→ **Work instruction**:
What's needed is an exact copy of all the data below, without pictures.

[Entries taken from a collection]
━━━━━━━━━━━━━━━━━━━━━━━━━━━━━━

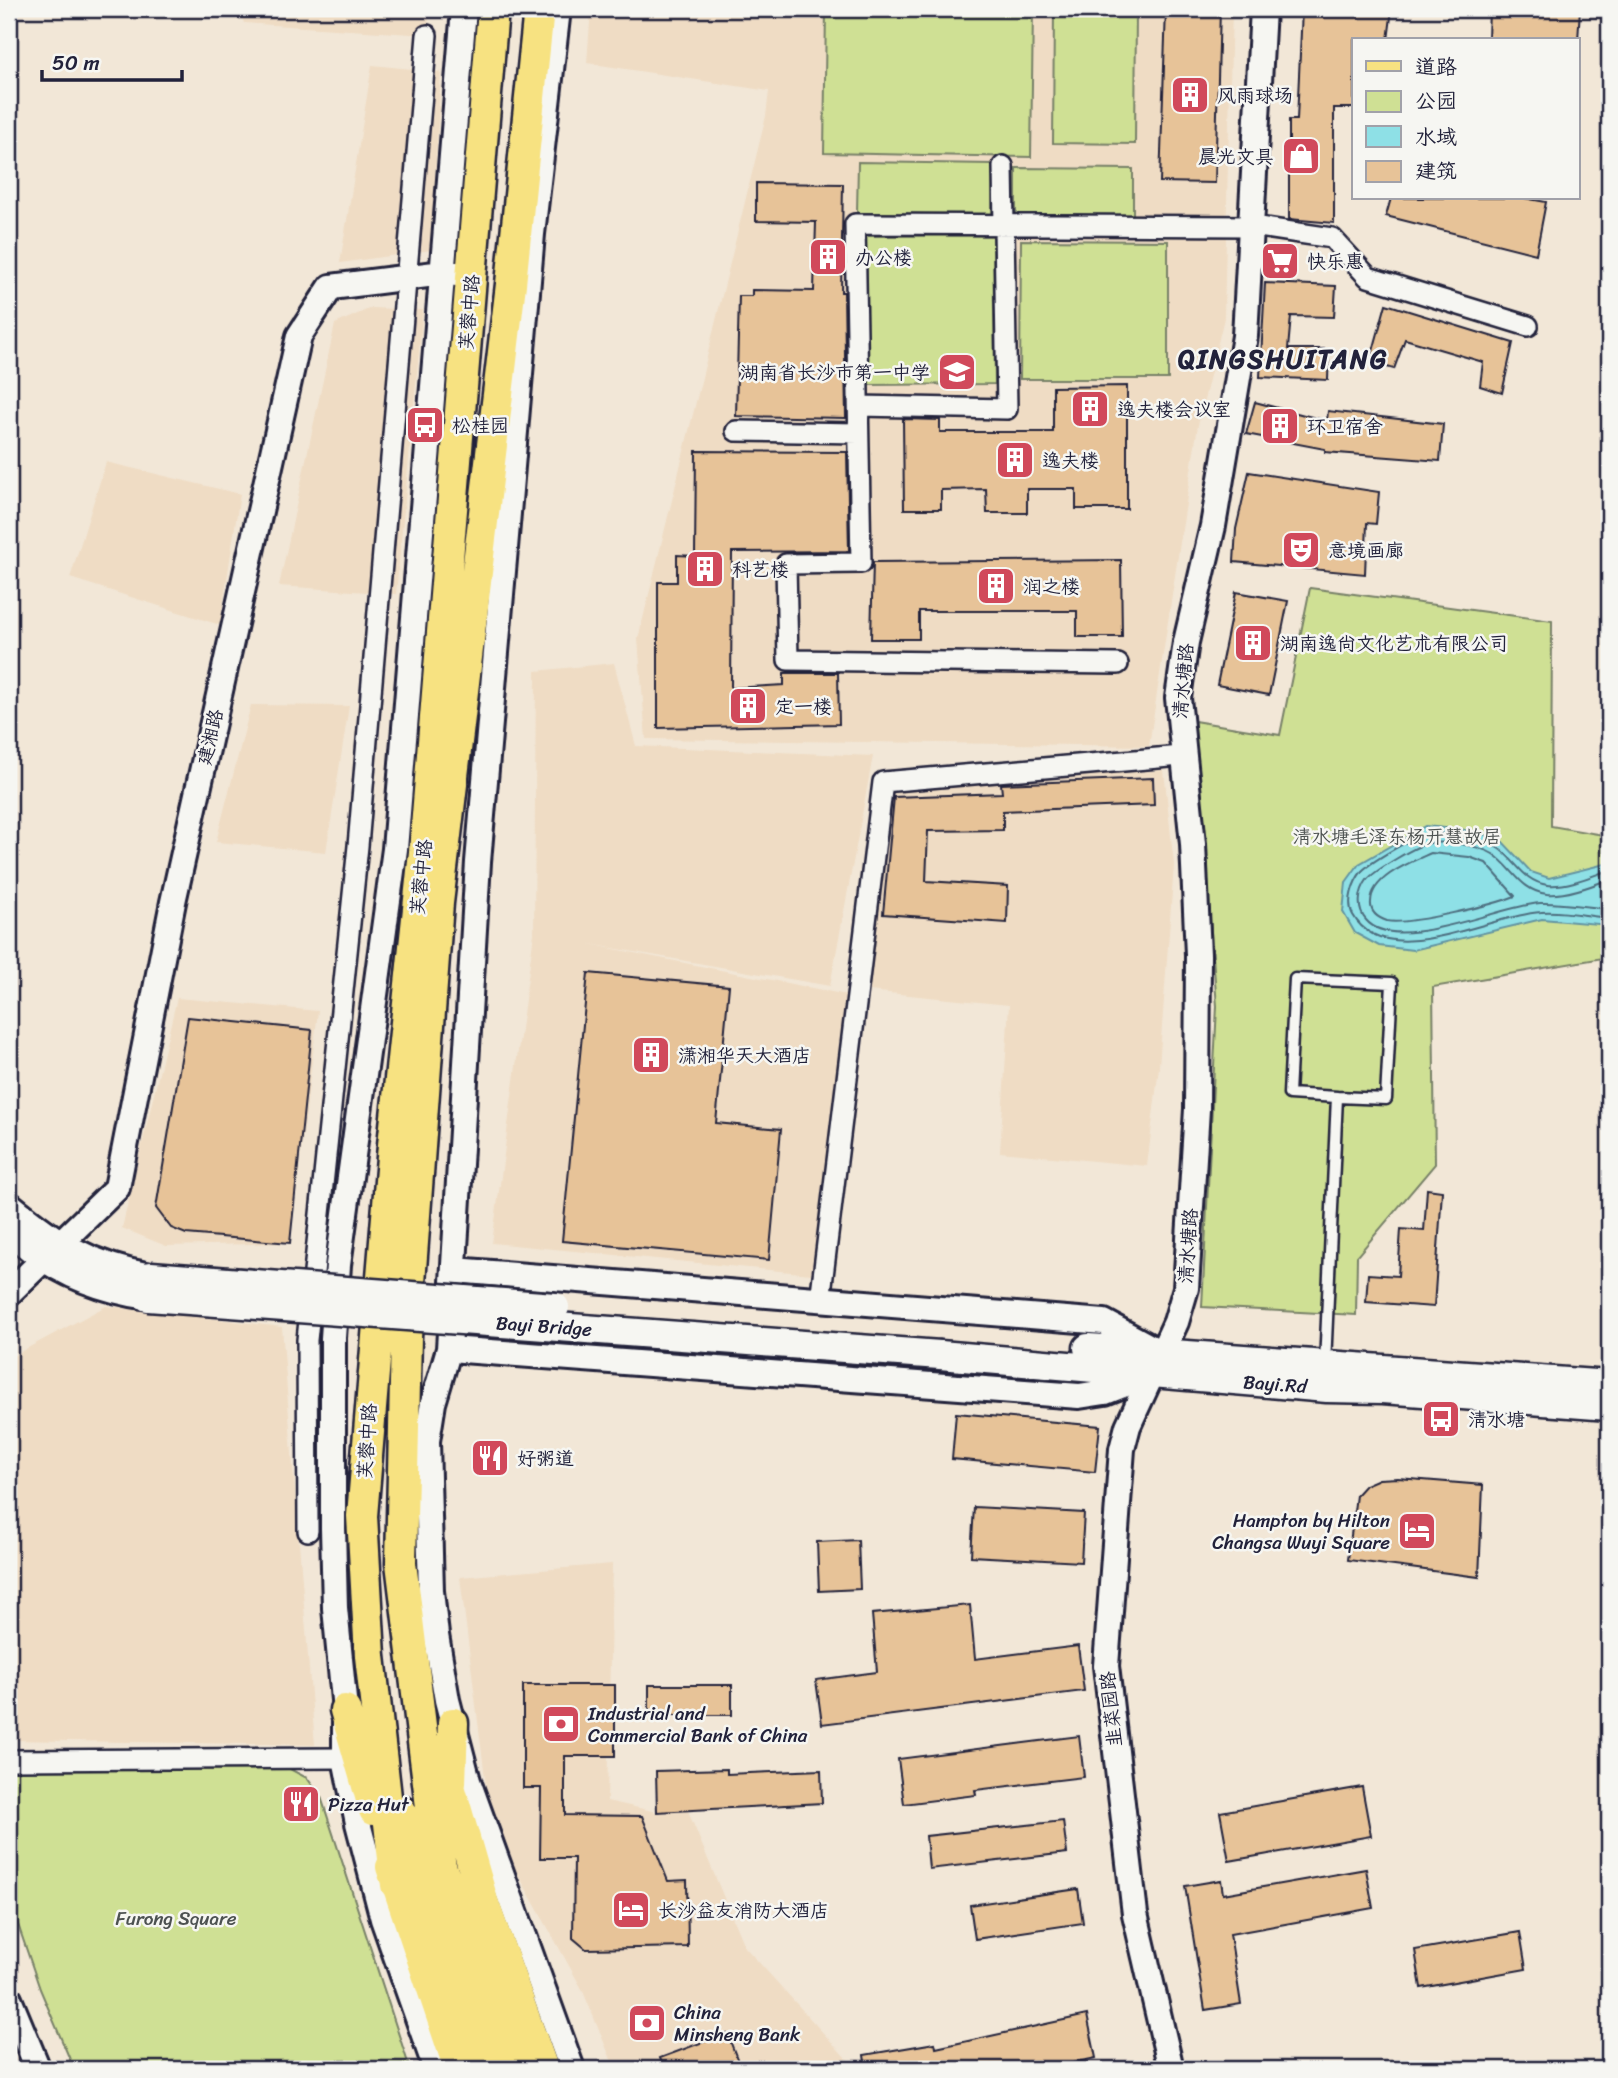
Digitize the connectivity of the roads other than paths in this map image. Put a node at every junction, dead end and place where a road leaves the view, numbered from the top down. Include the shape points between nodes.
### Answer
1 (464, 9) edge
2 (493, 9) edge
3 (539, 9) edge
4 (558, 9) edge
5 (1263, 9) edge
6 (427, 35) dead end
7 (1003, 166) dead end
8 (1004, 225) junction
9 (1252, 226) junction
10 (443, 273) junction
11 (472, 275) junction
12 (404, 279) junction
13 (1528, 326) dead end
14 (859, 406) junction
15 (736, 431) dead end
16 (859, 433) junction
17 (1118, 664) dead end
18 (1181, 756) junction
19 (1337, 1097) junction
20 (9, 1204) edge
21 (9, 1230) edge
22 (52, 1252) junction
23 (454, 1270) junction
24 (149, 1287) joint
25 (9, 1293) edge
26 (820, 1301) junction
27 (941, 1346) joint
28 (449, 1349) junction
29 (1157, 1363) junction
30 (1325, 1364) junction
31 (1609, 1385) edge
32 (1609, 1406) edge
33 (307, 1531) dead end
34 (345, 1710) junction
35 (453, 1723) junction
36 (423, 1729) junction
37 (381, 1744) junction
38 (345, 1758) junction
39 (9, 1760) edge
40 (451, 1790) junction
41 (396, 1885) junction
42 (9, 1999) edge
43 (38, 2069) edge
44 (436, 2069) edge
45 (459, 2069) edge
46 (491, 2069) edge
47 (513, 2069) edge
48 (543, 2069) edge
49 (572, 2069) edge
50 (1171, 2069) edge

1 - 10 street
2 - 11 main road, 芙蓉中路
3 - 36 main road, 芙蓉中路 via 438,903 406,1337 401,1563
4 - 23 street via 532,234 478,862
5 - 9 street, 清水塘路
6 - 12 street
7 - 8 street
8 - 9 street
8 - 14 street via 855,224
8 - 14 street via 1007,409
9 - 13 street via 1332,238 1368,277
9 - 18 street, 清水塘路 via 1245,336 1206,562 1181,670
10 - 11 street, 建湘路
10 - 12 street, 建湘路
10 - 34 street via 395,849 332,1338 334,1568
11 - 37 main road, 芙蓉中路 via 424,852 366,1440 364,1584
12 - 22 street, 建湘路 via 331,287 299,336 173,902 117,1188
12 - 33 street via 358,846 307,1340
14 - 16 street
15 - 16 street
16 - 17 street via 861,563 786,564 788,660
18 - 26 street via 883,782
18 - 29 street, 清水塘路 via 1197,908 1197,1109 1186,1288
19 - 19 lane via 1386,1099 1391,983 1295,979 1289,1094
19 - 30 lane
20 - 22 street
21 - 22 street
22 - 24 street via 99,1265
22 - 25 street, 建湘路
23 - 26 street
23 - 28 street
24 - 27 main road, Bayi Bridge, bridge
26 - 29 street via 1104,1322
27 - 29 main road, Bayi.Rd
28 - 29 street via 1079,1396 1105,1392
28 - 35 street via 427,1441 431,1591
29 - 30 main road, Bayi.Rd
29 - 32 main road, Bayi.Rd
29 - 50 street, 韭菜园路 via 1122,1449 1106,1666 1135,1914
30 - 31 main road, Bayi.Rd
34 - 38 street
34 - 41 main road
35 - 40 main road
35 - 49 street via 468,1781
36 - 40 main road
36 - 47 main road via 441,1866
37 - 41 main road
37 - 46 main road
38 - 39 street
38 - 44 street via 383,1919
40 - 48 main road
41 - 45 main road
42 - 43 street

━━━━━━━━━━━━━━━━━━━━━━━━━━━━━━

→ **Exercise output**:
Digitize the connectivity of the roads other than paths in this map image. Put a node at every junction, dead end and place where a road leaves the view, numbered from the top down. Include the shape points between nodes.
### Answer
1 (464, 9) edge
2 (493, 9) edge
3 (539, 9) edge
4 (558, 9) edge
5 (1263, 9) edge
6 (427, 35) dead end
7 (1003, 166) dead end
8 (1004, 225) junction
9 (1252, 226) junction
10 (443, 273) junction
11 (472, 275) junction
12 (404, 279) junction
13 (1528, 326) dead end
14 (859, 406) junction
15 (736, 431) dead end
16 (859, 433) junction
17 (1118, 664) dead end
18 (1181, 756) junction
19 (1337, 1097) junction
20 (9, 1204) edge
21 (9, 1230) edge
22 (52, 1252) junction
23 (454, 1270) junction
24 (149, 1287) joint
25 (9, 1293) edge
26 (820, 1301) junction
27 (941, 1346) joint
28 (449, 1349) junction
29 (1157, 1363) junction
30 (1325, 1364) junction
31 (1609, 1385) edge
32 (1609, 1406) edge
33 (307, 1531) dead end
34 (345, 1710) junction
35 (453, 1723) junction
36 (423, 1729) junction
37 (381, 1744) junction
38 (345, 1758) junction
39 (9, 1760) edge
40 (451, 1790) junction
41 (396, 1885) junction
42 (9, 1999) edge
43 (38, 2069) edge
44 (436, 2069) edge
45 (459, 2069) edge
46 (491, 2069) edge
47 (513, 2069) edge
48 (543, 2069) edge
49 (572, 2069) edge
50 (1171, 2069) edge

1 - 10 street
2 - 11 main road, 芙蓉中路
3 - 36 main road, 芙蓉中路 via 438,903 406,1337 401,1563
4 - 23 street via 532,234 478,862
5 - 9 street, 清水塘路
6 - 12 street
7 - 8 street
8 - 9 street
8 - 14 street via 855,224
8 - 14 street via 1007,409
9 - 13 street via 1332,238 1368,277
9 - 18 street, 清水塘路 via 1245,336 1206,562 1181,670
10 - 11 street, 建湘路
10 - 12 street, 建湘路
10 - 34 street via 395,849 332,1338 334,1568
11 - 37 main road, 芙蓉中路 via 424,852 366,1440 364,1584
12 - 22 street, 建湘路 via 331,287 299,336 173,902 117,1188
12 - 33 street via 358,846 307,1340
14 - 16 street
15 - 16 street
16 - 17 street via 861,563 786,564 788,660
18 - 26 street via 883,782
18 - 29 street, 清水塘路 via 1197,908 1197,1109 1186,1288
19 - 19 lane via 1386,1099 1391,983 1295,979 1289,1094
19 - 30 lane
20 - 22 street
21 - 22 street
22 - 24 street via 99,1265
22 - 25 street, 建湘路
23 - 26 street
23 - 28 street
24 - 27 main road, Bayi Bridge, bridge
26 - 29 street via 1104,1322
27 - 29 main road, Bayi.Rd
28 - 29 street via 1079,1396 1105,1392
28 - 35 street via 427,1441 431,1591
29 - 30 main road, Bayi.Rd
29 - 32 main road, Bayi.Rd
29 - 50 street, 韭菜园路 via 1122,1449 1106,1666 1135,1914
30 - 31 main road, Bayi.Rd
34 - 38 street
34 - 41 main road
35 - 40 main road
35 - 49 street via 468,1781
36 - 40 main road
36 - 47 main road via 441,1866
37 - 41 main road
37 - 46 main road
38 - 39 street
38 - 44 street via 383,1919
40 - 48 main road
41 - 45 main road
42 - 43 street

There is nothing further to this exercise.